ACTIVITY: Filtering the records below, copy only those lines that include the word "Veterans".

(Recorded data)
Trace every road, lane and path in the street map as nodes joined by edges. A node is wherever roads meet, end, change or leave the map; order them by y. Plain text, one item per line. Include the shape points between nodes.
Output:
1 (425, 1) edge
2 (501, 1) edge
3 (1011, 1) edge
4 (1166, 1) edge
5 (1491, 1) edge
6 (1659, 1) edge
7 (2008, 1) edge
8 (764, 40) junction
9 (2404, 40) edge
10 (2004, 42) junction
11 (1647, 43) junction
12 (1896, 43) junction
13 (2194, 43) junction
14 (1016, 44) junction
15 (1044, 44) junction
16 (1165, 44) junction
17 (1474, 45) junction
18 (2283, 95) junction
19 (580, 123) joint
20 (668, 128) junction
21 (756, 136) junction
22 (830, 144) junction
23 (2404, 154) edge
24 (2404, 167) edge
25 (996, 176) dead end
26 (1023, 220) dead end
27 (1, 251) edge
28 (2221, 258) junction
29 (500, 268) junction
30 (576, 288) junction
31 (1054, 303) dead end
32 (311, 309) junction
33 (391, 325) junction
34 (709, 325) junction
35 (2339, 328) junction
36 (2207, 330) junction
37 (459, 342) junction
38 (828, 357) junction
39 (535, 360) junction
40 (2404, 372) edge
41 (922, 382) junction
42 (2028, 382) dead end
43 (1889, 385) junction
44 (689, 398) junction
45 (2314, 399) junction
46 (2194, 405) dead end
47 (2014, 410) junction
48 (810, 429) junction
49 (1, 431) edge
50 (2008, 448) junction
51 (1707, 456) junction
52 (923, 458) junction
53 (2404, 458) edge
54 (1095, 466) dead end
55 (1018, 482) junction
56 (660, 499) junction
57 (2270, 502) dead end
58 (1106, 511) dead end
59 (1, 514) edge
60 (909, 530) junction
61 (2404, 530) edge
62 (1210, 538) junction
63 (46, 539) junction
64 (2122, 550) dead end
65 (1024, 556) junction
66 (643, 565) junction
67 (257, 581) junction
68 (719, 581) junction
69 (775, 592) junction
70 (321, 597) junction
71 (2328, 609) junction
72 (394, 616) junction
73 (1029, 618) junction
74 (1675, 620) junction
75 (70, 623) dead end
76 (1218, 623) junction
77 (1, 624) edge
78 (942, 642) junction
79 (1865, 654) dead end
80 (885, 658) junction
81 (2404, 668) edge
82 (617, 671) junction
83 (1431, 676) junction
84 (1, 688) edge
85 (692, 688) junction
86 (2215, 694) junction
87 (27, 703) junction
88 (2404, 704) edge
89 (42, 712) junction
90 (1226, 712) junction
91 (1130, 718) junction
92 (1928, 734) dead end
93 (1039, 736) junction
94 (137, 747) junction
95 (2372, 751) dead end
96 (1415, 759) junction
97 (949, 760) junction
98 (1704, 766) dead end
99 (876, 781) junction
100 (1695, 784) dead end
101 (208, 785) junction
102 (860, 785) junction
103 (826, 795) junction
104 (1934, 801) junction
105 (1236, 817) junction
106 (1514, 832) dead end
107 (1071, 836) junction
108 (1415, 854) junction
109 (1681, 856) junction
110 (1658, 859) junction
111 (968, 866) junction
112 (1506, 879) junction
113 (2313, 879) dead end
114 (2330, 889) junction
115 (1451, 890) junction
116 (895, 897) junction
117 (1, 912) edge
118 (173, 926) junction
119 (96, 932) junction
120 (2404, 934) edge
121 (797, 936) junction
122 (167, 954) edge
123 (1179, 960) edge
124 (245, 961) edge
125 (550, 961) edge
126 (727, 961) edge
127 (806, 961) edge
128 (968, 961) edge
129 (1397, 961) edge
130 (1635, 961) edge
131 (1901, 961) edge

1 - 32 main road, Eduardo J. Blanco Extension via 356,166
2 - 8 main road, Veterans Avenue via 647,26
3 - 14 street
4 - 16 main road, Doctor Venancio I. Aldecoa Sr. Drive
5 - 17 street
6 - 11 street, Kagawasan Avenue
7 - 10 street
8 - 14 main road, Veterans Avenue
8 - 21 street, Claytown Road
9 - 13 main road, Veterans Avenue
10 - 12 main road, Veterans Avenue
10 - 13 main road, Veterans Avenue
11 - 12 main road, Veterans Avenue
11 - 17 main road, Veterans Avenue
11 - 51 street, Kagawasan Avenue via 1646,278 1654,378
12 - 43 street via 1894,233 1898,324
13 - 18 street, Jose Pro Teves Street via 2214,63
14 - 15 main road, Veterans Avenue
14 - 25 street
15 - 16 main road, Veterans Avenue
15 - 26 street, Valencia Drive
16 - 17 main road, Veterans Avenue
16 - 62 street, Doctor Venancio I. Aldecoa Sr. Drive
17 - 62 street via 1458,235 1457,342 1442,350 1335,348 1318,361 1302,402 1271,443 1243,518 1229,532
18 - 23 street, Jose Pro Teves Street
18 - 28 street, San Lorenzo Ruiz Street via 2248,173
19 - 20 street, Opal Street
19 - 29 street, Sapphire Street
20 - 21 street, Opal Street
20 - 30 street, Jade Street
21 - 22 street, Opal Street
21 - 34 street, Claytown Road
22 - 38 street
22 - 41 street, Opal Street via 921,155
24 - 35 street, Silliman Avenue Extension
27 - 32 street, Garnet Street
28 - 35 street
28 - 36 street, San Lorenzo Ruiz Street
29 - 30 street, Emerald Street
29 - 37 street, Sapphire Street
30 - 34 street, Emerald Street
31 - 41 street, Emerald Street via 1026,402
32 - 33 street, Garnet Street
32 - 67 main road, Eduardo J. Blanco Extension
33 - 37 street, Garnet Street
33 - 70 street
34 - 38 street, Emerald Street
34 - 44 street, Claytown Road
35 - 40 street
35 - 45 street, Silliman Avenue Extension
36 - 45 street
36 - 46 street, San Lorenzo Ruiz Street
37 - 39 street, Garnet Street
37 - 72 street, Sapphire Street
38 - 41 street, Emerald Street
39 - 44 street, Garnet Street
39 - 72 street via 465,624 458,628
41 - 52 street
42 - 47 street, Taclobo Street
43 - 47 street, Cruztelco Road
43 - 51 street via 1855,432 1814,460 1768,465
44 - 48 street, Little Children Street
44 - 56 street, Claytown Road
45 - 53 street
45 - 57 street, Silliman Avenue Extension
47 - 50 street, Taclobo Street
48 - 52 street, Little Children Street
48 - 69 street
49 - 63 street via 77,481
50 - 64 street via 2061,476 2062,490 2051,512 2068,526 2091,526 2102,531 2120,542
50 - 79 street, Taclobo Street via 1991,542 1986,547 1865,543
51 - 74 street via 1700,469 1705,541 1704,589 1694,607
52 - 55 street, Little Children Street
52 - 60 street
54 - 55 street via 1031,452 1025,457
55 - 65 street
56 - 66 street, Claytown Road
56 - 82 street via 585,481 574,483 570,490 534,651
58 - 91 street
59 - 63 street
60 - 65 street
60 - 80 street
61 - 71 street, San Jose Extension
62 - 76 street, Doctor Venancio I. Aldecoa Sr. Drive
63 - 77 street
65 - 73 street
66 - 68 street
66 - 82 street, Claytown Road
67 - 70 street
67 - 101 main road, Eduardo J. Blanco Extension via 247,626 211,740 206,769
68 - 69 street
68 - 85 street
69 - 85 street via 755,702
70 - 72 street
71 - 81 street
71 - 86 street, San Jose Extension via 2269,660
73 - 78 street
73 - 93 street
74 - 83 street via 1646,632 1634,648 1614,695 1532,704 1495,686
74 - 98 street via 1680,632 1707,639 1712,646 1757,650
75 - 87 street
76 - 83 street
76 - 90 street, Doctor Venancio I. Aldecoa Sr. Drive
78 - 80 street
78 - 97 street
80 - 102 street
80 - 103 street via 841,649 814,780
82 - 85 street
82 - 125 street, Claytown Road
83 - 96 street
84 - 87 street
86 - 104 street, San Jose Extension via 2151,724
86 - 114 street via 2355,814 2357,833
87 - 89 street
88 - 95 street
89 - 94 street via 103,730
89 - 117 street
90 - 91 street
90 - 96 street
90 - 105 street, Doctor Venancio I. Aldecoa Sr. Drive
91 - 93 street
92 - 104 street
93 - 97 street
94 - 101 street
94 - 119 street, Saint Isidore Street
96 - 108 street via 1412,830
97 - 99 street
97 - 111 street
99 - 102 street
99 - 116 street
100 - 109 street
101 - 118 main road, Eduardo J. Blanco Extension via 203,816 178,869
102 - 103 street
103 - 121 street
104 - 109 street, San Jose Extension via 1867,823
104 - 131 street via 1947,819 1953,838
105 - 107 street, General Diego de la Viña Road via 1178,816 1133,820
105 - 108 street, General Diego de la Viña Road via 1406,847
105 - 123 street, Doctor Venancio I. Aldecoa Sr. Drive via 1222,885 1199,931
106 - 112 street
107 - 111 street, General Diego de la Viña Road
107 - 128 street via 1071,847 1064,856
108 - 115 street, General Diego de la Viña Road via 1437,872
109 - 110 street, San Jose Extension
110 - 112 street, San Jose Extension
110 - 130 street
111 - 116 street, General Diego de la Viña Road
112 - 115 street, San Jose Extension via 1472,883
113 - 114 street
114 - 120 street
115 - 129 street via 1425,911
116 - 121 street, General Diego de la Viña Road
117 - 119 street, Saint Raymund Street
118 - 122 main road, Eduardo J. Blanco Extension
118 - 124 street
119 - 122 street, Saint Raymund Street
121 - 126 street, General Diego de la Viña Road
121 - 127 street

WRITTEN RESPONSE:
2 - 8 main road, Veterans Avenue via 647,26
8 - 14 main road, Veterans Avenue
9 - 13 main road, Veterans Avenue
10 - 12 main road, Veterans Avenue
10 - 13 main road, Veterans Avenue
11 - 12 main road, Veterans Avenue
11 - 17 main road, Veterans Avenue
14 - 15 main road, Veterans Avenue
15 - 16 main road, Veterans Avenue
16 - 17 main road, Veterans Avenue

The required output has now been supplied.